Weltweite Militärausgaben sind gestiegen
STOCKHOLM (dpa) Trotz globaler Corona-Krise und dem damit verbundenen Wirtschaftseinbruch haben die Länder der Erde im abgelaufenen Jahr erneut mehr Geld in ihre Militärapparate gesteckt. Wie das Stockholmer Friedensforschungsinstitut Sipri am Montag mitteilte, stiegen die weltweiten Militärausgaben im Jahr 2020 inflationsbereinigt um 2,6 Prozent auf schätzungsweise 1,981 Billionen Dollar (rund 1,65 Billionen Euro). Das sei ein Höchststand seit Beginn vergleichbarer Schätzungen im Jahr 1988. Deutschland legte dabei prozentual so stark zu wie kein anderer Top-10-Staat.
Im Vorjahr hatten die Friedensforscher wegen der Corona-Krise damit gerechnet, dass 2019 vorerst ein Höchststand erreicht worden sei. Nun hieß es, tatsächlich hätten einige Länder wie Chile und Südkorea ihre für die Verteidigung vorgesehenen Mittel 2020 teilweise für die Reaktion auf die Pandemie verwendet, andere wie Brasilien und Russland hätten erheblich weniger als ursprünglich geplant ins Militär gesteckt.

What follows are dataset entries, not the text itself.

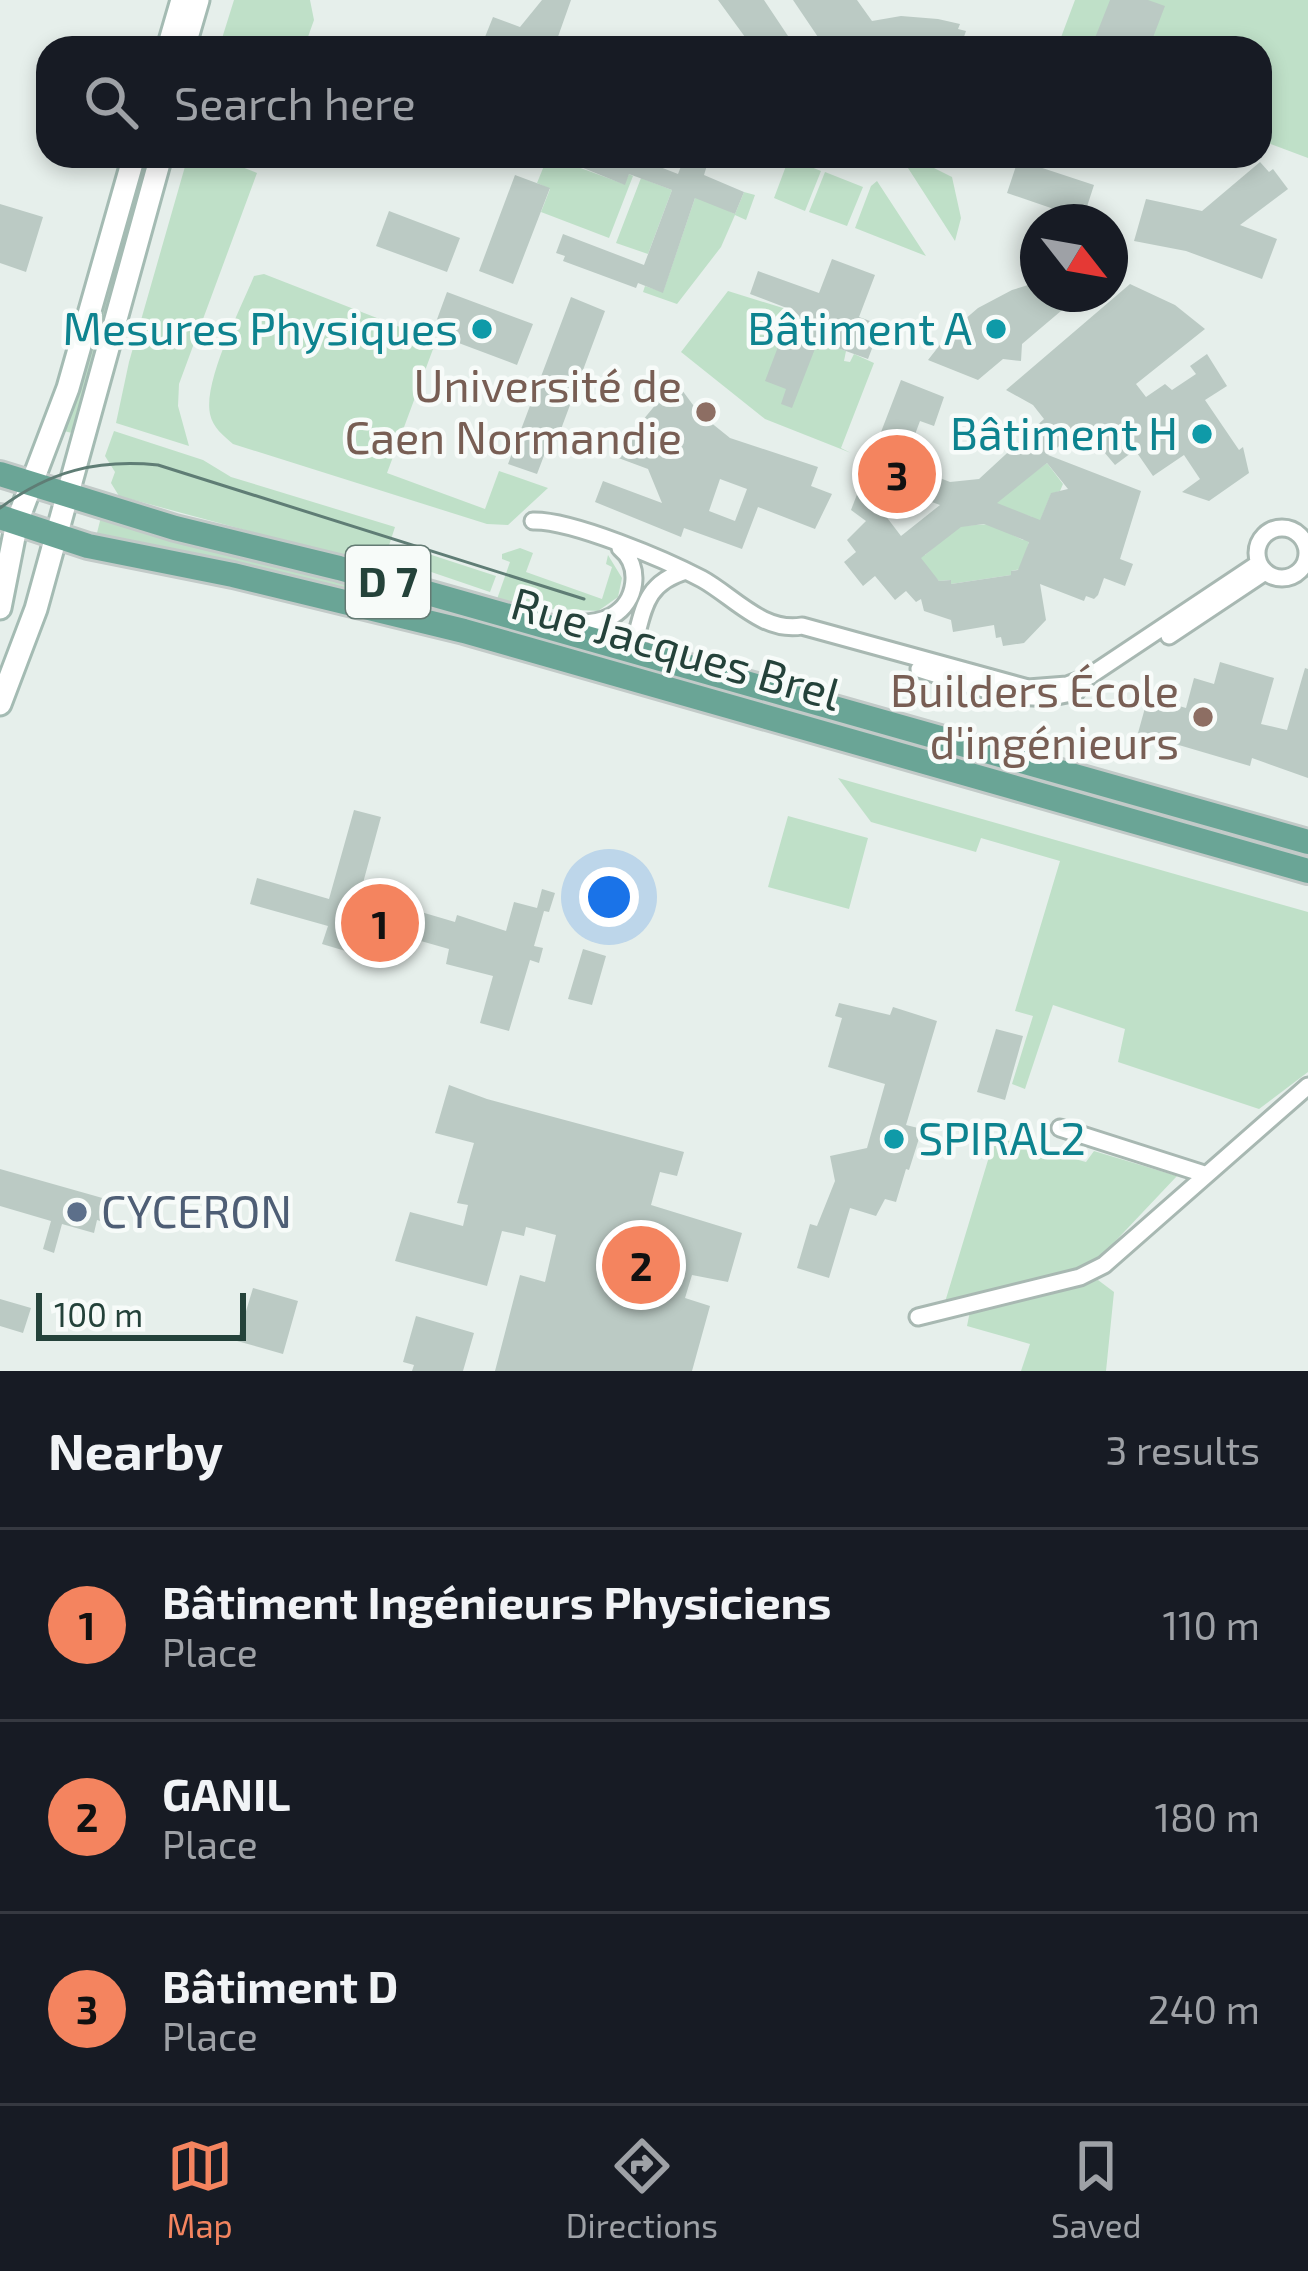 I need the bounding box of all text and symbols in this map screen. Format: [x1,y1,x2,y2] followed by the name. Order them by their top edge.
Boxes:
[36,36,1272,168] search box
[78,69,144,135] icon: search
[174,75,416,129] text: Search here
[1020,204,1128,312] north arrow
[62,300,458,354] place label: Mesures Physiques
[747,300,972,354] place label: Bâtiment A
[469,316,495,342] marker: Mesures Physiques
[983,316,1009,342] marker: Bâtiment A
[345,357,682,463] place label: Université de Caen Normandie
[693,399,719,425] marker: Université de Caen Normandie
[950,405,1178,459] place label: Bâtiment H
[1189,421,1215,447] marker: Bâtiment H
[858,429,936,519] pin: 3
[346,546,430,618] road number: D 7
[506,574,847,720] street label: Rue Jacques Brel
[890,662,1179,768] place label: Builders École d'ingénieurs
[1190,704,1216,730] marker: Builders École d'ingénieurs
[579,867,639,927] your location
[341,878,419,968] pin: 1
[918,1110,1086,1164] place label: SPIRAL2
[881,1126,907,1152] marker: SPIRAL2
[101,1183,292,1237] place label: CYCERON
[64,1199,90,1225] marker: CYCERON
[602,1220,680,1310] pin: 2
[36,1287,246,1340] scale bar
[54,1294,143,1334] text: 100 m
[48,1419,223,1480] text: Nearby
[1106,1426,1260,1473] text: 3 results
[162,1574,832,1628] text: Bâtiment Ingénieurs Physiciens
[79,1601,95,1648] text: 1
[1163,1601,1260,1648] text: 110 m
[162,1628,258,1675] text: Place
[162,1766,290,1820] text: GANIL
[76,1793,98,1840] text: 2
[1154,1793,1260,1840] text: 180 m
[162,1820,258,1867] text: Place
[162,1958,398,2012] text: Bâtiment D
[76,1985,98,2032] text: 3
[1148,1985,1260,2032] text: 240 m
[162,2012,258,2059] text: Place
[167,2133,233,2245] tab: Map
[566,2133,718,2245] tab: Directions
[1051,2133,1141,2245] tab: Saved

An einem weiteren globalen Ausgabenanstieg änderte sich jedoch nichts – auch nicht beim Spitzenreiter USA (um 4,4 Prozent auf etwa 778 Milliarden Dollar).

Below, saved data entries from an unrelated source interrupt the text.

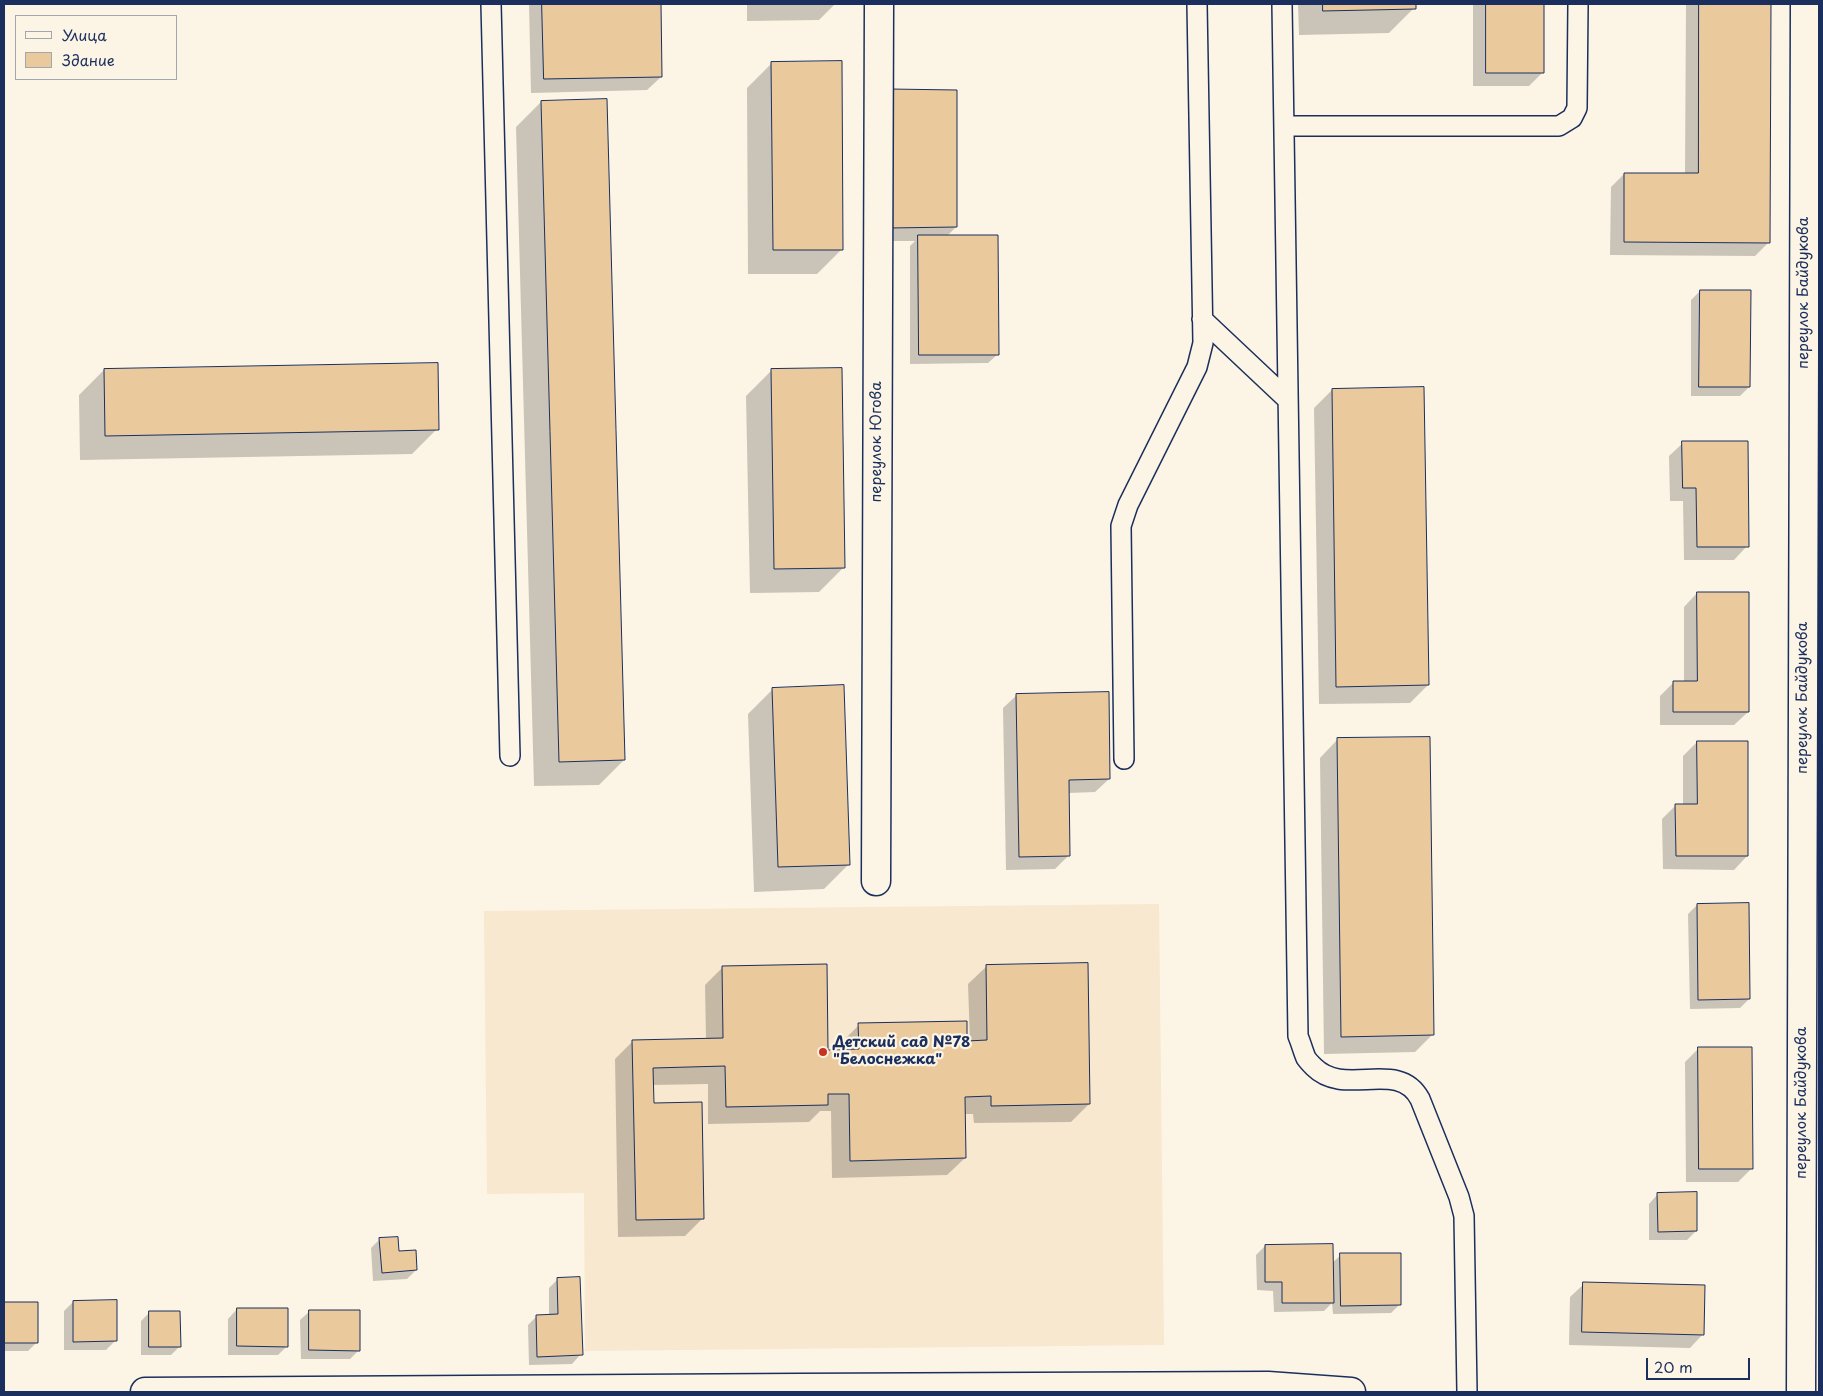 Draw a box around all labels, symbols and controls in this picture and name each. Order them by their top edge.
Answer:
legend [15,15,178,80]
text: Улица [62,23,107,46]
text: Здание [62,48,115,71]
street label: переулок Байдукова [1795,217,1813,369]
street label: переулок Югова [868,381,886,503]
street label: переулок Байдукова [1794,622,1812,774]
street label: переулок Байдукова [1793,1027,1811,1179]
place label: Детский сад №78 "Белоснежка" [833,1034,970,1069]
marker: Детский сад №78 "Белоснежка" [817,1046,829,1058]
scale bar [1648,1348,1752,1380]
text: 20 m [1654,1355,1693,1378]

Hinter ihm folgen die beiden bevölkerungsreichsten Länder: Chinas Ausgaben wurden von Sipri nach dem 26. Jahresanstieg in Serie auf 252 Milliarden, die von Indien auf 72,9 Milliarden Dollar geschätzt. Dahinter landen Russland (61,7 Mrd. Dollar), Großbritannien (59,2 Mrd.) und Saudi-Arabien (57,5
Mrd.) – Deutschland liegt knapp vor Frankreich auf Rang sieben.
Angesichts von Nato- und US-Forderungen nach gesteigerten Verteidigungsausgaben legte die Bundesrepublik 2020 um 5,2 Prozent auf geschätzte 52,8 Milliarden Dollar zu – dem höchsten Niveau seit 1993. Damit sind diese Ausgaben seit 2011 um 28 Prozent gestiegen, im weltweiten Durchschnitt waren es in diesem Zeitraum 9,3 Prozent.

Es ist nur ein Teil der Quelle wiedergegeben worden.